Find the string "paths" in the data, then copy every line where it is found.

Recorded data:
====================
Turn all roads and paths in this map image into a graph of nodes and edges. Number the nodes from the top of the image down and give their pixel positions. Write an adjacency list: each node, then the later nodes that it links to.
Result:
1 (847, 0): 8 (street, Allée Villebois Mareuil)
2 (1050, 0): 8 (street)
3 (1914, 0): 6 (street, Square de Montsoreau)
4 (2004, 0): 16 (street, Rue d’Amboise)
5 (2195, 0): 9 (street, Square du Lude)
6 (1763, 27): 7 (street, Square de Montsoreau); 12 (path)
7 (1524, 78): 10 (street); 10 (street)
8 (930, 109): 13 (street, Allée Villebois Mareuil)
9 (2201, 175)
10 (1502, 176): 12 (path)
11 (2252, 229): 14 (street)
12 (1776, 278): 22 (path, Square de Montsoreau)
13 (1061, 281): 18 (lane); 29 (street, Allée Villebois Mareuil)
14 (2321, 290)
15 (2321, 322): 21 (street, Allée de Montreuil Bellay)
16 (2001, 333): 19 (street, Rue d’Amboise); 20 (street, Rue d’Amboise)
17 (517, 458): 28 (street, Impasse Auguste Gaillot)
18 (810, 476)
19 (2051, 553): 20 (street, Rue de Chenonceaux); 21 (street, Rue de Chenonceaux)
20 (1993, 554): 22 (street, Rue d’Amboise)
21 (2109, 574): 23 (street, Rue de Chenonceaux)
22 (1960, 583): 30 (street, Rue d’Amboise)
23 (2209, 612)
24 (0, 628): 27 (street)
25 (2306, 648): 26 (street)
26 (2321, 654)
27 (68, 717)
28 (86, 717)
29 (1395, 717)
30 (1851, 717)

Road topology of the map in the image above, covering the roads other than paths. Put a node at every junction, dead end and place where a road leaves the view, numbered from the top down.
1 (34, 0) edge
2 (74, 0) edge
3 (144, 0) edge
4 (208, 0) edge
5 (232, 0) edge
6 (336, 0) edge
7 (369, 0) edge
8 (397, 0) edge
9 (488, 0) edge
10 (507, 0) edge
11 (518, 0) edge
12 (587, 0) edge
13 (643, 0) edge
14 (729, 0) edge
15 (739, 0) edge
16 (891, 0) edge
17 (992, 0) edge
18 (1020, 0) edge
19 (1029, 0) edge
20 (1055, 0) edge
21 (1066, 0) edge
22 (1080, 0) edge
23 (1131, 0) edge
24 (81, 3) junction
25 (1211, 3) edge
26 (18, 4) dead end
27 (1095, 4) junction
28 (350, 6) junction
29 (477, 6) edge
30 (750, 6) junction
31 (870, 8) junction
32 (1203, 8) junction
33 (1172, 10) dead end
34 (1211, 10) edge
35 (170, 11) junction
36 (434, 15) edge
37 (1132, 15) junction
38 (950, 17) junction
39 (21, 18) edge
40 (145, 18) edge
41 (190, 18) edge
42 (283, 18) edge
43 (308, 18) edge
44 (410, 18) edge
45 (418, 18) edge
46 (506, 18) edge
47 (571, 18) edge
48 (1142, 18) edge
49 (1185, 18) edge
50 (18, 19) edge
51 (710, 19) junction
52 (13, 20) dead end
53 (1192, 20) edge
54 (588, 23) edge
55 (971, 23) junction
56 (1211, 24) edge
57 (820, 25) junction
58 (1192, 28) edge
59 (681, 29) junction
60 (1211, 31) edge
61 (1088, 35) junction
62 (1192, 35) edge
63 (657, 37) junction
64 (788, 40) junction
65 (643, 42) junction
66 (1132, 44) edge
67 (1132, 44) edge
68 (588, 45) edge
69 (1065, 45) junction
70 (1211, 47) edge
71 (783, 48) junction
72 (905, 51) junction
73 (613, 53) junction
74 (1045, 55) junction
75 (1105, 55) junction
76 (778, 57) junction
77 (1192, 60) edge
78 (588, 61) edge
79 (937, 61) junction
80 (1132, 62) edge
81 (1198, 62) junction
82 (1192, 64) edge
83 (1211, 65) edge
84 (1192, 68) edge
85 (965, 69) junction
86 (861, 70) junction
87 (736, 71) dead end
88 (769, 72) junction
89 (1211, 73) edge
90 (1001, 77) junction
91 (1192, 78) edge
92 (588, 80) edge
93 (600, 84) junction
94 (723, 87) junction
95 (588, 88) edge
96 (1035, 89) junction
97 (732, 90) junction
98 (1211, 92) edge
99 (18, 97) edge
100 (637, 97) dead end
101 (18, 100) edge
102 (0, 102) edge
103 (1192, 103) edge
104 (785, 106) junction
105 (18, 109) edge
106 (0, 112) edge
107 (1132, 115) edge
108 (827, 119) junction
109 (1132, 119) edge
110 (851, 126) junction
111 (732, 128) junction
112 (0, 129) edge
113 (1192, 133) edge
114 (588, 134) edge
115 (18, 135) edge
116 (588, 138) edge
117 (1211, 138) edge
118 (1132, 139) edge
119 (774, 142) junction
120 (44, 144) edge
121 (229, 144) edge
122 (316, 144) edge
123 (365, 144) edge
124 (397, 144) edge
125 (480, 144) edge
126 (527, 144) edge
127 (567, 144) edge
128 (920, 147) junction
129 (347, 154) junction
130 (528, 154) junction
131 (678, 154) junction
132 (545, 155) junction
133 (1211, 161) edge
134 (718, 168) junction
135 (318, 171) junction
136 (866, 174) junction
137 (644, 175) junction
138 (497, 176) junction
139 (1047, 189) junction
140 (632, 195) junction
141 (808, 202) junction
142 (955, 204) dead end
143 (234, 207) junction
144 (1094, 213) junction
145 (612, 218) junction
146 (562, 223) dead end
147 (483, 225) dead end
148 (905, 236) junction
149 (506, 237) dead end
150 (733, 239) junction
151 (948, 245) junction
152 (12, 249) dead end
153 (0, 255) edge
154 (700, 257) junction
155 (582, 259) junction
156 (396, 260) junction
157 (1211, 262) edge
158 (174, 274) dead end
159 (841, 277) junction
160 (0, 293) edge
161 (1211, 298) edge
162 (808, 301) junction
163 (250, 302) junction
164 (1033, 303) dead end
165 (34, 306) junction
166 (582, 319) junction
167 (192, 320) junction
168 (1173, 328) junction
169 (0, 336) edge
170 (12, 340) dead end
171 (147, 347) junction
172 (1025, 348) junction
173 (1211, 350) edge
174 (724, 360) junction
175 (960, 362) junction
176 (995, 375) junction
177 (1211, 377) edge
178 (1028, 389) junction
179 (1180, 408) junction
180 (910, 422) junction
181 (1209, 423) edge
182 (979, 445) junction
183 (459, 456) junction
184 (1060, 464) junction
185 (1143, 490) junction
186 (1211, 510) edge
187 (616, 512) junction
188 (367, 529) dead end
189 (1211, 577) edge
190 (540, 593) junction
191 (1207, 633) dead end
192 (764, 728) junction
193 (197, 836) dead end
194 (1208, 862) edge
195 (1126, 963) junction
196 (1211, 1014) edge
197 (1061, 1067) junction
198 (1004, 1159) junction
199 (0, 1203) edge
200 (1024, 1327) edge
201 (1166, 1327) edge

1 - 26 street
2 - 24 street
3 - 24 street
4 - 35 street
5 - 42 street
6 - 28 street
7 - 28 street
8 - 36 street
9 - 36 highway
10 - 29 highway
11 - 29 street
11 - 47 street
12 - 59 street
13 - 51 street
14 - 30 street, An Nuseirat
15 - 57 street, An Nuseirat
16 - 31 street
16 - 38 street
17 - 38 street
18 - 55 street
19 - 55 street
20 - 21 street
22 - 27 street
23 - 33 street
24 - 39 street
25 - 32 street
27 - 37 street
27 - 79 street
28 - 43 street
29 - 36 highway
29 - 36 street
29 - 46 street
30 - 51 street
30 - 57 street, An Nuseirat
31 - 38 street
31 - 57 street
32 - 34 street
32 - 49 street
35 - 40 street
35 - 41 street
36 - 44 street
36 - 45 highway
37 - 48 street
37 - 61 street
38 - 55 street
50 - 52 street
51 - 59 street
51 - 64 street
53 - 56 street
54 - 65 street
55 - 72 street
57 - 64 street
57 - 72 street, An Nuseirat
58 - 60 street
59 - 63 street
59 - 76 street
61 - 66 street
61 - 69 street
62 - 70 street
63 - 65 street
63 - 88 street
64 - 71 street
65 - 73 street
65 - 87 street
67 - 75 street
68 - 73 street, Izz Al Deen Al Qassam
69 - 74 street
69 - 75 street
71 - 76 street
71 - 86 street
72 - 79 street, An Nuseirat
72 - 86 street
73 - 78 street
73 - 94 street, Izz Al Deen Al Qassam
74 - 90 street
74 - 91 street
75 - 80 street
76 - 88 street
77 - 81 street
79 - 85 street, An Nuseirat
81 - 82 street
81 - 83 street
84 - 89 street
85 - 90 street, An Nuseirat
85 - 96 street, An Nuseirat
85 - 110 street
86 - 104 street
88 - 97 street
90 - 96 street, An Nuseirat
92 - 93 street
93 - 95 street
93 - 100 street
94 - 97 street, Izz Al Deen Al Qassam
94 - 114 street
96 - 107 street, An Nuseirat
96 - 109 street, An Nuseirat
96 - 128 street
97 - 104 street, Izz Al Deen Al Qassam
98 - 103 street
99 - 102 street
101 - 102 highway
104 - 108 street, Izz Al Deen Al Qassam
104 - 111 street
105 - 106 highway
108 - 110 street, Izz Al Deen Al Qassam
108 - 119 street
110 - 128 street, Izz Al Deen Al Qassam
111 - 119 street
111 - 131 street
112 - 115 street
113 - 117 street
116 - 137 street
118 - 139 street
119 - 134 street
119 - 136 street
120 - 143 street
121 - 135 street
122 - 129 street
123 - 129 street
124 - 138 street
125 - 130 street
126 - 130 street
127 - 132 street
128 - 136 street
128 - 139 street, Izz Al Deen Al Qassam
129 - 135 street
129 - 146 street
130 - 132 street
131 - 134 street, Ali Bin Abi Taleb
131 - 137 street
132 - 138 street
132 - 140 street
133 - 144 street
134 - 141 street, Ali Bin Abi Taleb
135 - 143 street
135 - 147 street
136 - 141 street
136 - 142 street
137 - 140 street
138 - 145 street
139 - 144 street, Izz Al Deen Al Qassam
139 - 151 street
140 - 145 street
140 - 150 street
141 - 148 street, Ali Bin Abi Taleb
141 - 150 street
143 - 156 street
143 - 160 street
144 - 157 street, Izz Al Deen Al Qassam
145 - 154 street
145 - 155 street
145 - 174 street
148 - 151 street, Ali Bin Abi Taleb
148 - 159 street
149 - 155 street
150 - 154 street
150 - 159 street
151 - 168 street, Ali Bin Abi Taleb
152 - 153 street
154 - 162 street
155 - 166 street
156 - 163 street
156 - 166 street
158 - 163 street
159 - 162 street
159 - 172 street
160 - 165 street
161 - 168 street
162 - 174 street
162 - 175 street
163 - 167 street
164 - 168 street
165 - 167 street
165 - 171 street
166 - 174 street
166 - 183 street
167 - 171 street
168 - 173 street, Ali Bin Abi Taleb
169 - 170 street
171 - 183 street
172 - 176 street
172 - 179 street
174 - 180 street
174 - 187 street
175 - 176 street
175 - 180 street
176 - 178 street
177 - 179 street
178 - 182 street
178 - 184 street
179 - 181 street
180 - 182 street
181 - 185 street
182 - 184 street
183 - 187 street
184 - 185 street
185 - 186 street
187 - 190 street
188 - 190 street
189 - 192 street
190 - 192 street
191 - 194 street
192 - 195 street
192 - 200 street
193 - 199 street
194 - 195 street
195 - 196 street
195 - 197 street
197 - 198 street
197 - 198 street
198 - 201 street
====================
RESULT:
Turn all roads and paths in this map image into a graph of nodes and edges. Number the nodes from the top of the image down and give their pixel positions. Write an adjacency list: each node, then the later nodes that it links to.
Road topology of the map in the image above, covering the roads other than paths. Put a node at every junction, dead end and place where a road leaves the view, numbered from the top down.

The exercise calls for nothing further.